A few years ago I was chatting with a stranger at an event. He was complaining about the incredible uncertainty and instability of living in the US while on a work permit. He'd moved here thinking he'd soon have a greencard, yet that was over a decade ago and he still had no idea what his future would bring.
I mentioned that if he applied for Canada's skilled worker program tomorrow, he'd probably have PR status in Canada in six months and citizenship in five years.
His reply? “Oh, I know, but I'm here to get rich.”
When I was couchsurfing my way across Europe in 2008, I dreaded the moment some stranger heard my accent and went on a tirade about President Bush. Nowadays, it's the phrase ‘American salary’ that has me slowly edging towards the door.
Having now had literally hundreds of Europeans and Canadians1 tell me how stupid I am for leaving the US, I feel a lot better about those surveys showing American kids can't name six countries or identify that beef comes from cows. My peers from Canada and Europe don't understand that television shows aren't real.
I've long ago given up on explaining that, no, not all Americans are rich.2
In their defense, Americans who go abroad for vacations tend to be in a good financial place. They also tend to be splurging on vacation. Americans who retire abroad tend to be in a higher tax bracket.
The same could be said of Europeans and Canadians vacationing in the US, sure. Only, US media rules the world, so we've been marinating in shows telling us how great America is and so has everyone else.
Reading Notes from Exile made me realize this is not just something I’ve noticed, it’s a thing:
“Most of the countries that you’d want to move to have long-established reputations that act like PR campaigns: Sunny Italy with its friendly folk, or beautiful France with its joie de vivre. They lure you in. But, of course, none of these countries live up to their reputations every day in every way. Once you get there, soon enough you’ll discover the soft white underbelly. Italian bureaucracy is a nightmare. The French aren’t very happy these days. Everywhere has a downside.
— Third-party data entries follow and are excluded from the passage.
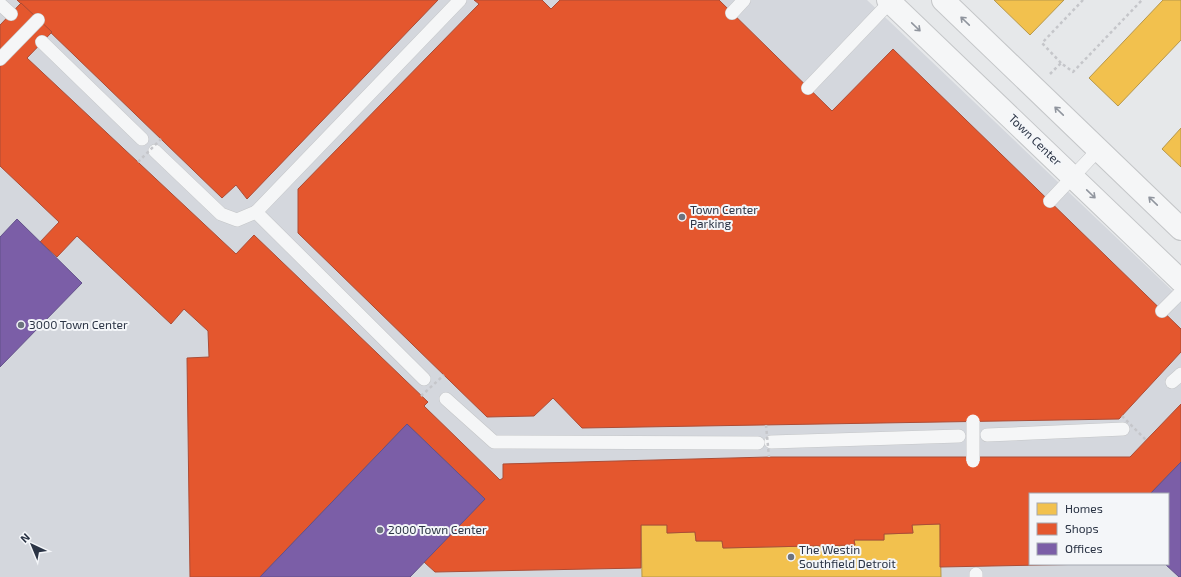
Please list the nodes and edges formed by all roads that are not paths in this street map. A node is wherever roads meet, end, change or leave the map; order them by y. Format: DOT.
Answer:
graph roads {
  1 [pos="460,0"];
  2 [pos="744,0"];
  3 [pos="943,0"];
  4 [pos="890,1"];
  5 [pos="0,4"];
  6 [pos="732,13"];
  7 [pos="10,14"];
  8 [pos="38,20"];
  9 [pos="42,42"];
  10 [pos="0,59"];
  11 [pos="808,88"];
  12 [pos="142,139"];
  13 [pos="1099,149"];
  14 [pos="155,151"];
  15 [pos="1073,177"];
  16 [pos="1050,202"];
  17 [pos="256,212"];
  18 [pos="1181,228"];
  19 [pos="1181,281"];
  20 [pos="1181,292"];
  21 [pos="1162,311"];
  22 [pos="424,379"];
  23 [pos="446,399"];
  24 [pos="972,421"];
  25 [pos="1122,422"];
  26 [pos="987,434"];
  27 [pos="959,436"];
  28 [pos="973,461"];
  1 -- 17 [label="lane"];
  2 -- 6 [label="lane"];
  13 -- 3 [label="street, one-way"];
  4 -- 11 [label="lane"];
  4 -- 15 [label="street, Town Center, one-way"];
  5 -- 7 [label="lane"];
  8 -- 10 [label="lane"];
  9 -- 12 [label="lane"];
  13 -- 15 [label="lane"];
  18 -- 13 [label="street, one-way"];
  14 -- 17 [label="lane"];
  15 -- 16 [label="lane"];
  15 -- 19 [label="street, Town Center, one-way"];
  17 -- 22 [label="lane"];
  20 -- 21 [label="lane"];
  23 -- 27 [label="lane"];
  24 -- 28 [label="lane, bridge"];
  25 -- 26 [label="lane"];
}
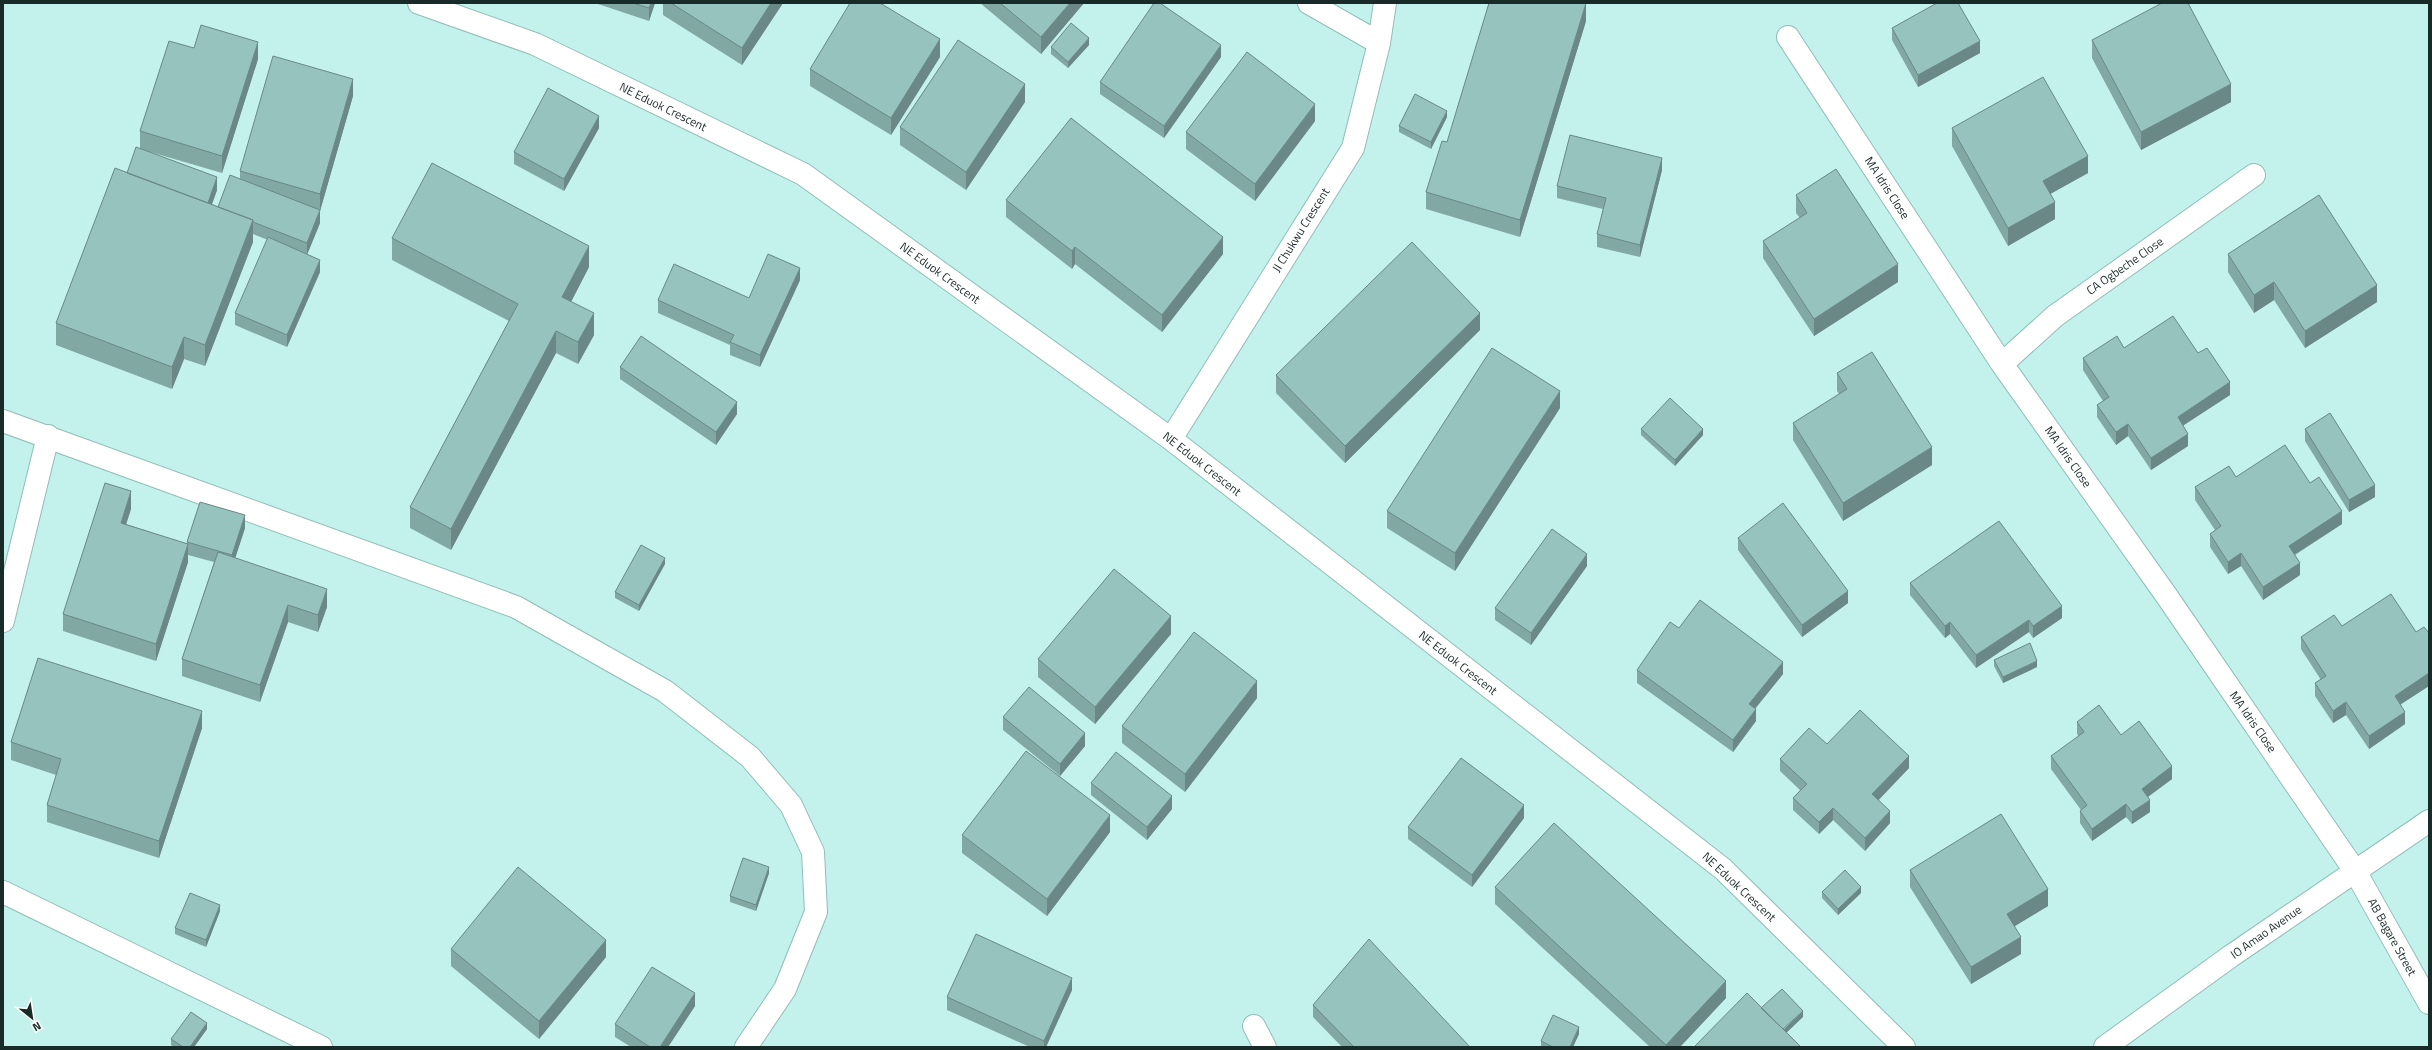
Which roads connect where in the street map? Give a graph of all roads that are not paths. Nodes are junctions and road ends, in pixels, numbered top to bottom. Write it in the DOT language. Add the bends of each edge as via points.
graph roads {
  1 [pos="419,3"];
  2 [pos="1309,3"];
  3 [pos="1385,3"];
  4 [pos="1788,37"];
  5 [pos="1379,43"];
  6 [pos="2254,175"];
  7 [pos="2002,364"];
  8 [pos="3,421"];
  9 [pos="48,436"];
  10 [pos="1171,439"];
  11 [pos="3,621"];
  12 [pos="2429,820"];
  13 [pos="2356,871"];
  14 [pos="3,892"];
  15 [pos="2429,1003"];
  16 [pos="1254,1026"];
  17 [pos="321,1047"];
  18 [pos="746,1047"];
  19 [pos="1265,1047"];
  20 [pos="1904,1047"];
  21 [pos="2105,1047"];
  1 -- 10 [label="street, NE Eduok Crescent" via="535,44 803,174"];
  2 -- 5 [label="street"];
  3 -- 5 [label="street, JI Chukwu Crescent"];
  4 -- 7 [label="street, MA Idris Close"];
  5 -- 10 [label="street, JI Chukwu Crescent" via="1353,148"];
  6 -- 7 [label="street, CA Ogbeche Close" via="2055,316"];
  7 -- 13 [label="street, MA Idris Close" via="2166,595"];
  8 -- 9 [label="street"];
  9 -- 11 [label="street"];
  9 -- 18 [label="street" via="516,607 665,691 750,757 791,805 813,852 816,912 785,989"];
  10 -- 20 [label="street, NE Eduok Crescent" via="1722,869"];
  12 -- 13 [label="street, IO Amao Avenue"];
  13 -- 15 [label="street, AB Bagare Street"];
  13 -- 21 [label="street, IO Amao Avenue"];
  14 -- 17 [label="street"];
  16 -- 19 [label="street"];
}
My sense is that America’s stock has been in decline for at least 20 years, with all the wars and fuckery abroad and the mass shootings and toxic politics at home. Still, it’s the place to be if you want to get rich.”
I find it easy to believe all those stats about how productive the children of immigrants are. I also see how it’s a nations immigrants — who’ve worked so hard to come to a place, rather than having simply been born there — who really believe in the story a nation tells about itself.
It makes a lot of sense, then, that the US is a place where we feel bad for the have-nots, while continuing to build a winner-takes-all system. America is the place you go to get rich. And those who don’t get rich, well, it’s not for them.
The most ambitious Dane or Spaniard can come to the US, earn that mythical ‘American salary’ everyone talks so much about, and go home to their universal health care and public pension.3 They believe in the American dream and they work to build a world that supports that world view.
The goal is to reward the best and the brightest. The goal is to get rich. They’re so focused on the gleaming dollar signs that they don’t think about those who aren’t going to make it to the top. America is a country where we’re supposed to be independent, supposed to take care of ourselves first, and where money is the key to all of that. America rewards people who are willing to leave their families and communities behind. America attracts people who choose a bigger paycheck over meaning and safety.
Canada is the land of peace, order, and good government. England is the land of tradition, humor, and good manners. France is the land of food, fashion, and culture. Our politicians may gesture towards general prosperity and stability. They talk about families and history. Still, that’s not what the US is about. The US is the land of opportunity.
I’m sorry for mixing a country with a continent here.
The average American wage in 2023 was $66,621.80. The median household income was $80,610. Presumably, if we only considered salaried employees, the number would be higher.
I’m not judging them for making the most of their opportunities, just pointing out that some expats in the US have access to a social safety net that Americans lack. I also suspect that people who haven’t navigated the US medical system — expats, immigrants, or natives — cannot conceive of the realities of the system. Canadians and Europeans complain about their healthcare just as bitterly as Americans do, making it difficult to understand the very real differences between the systems.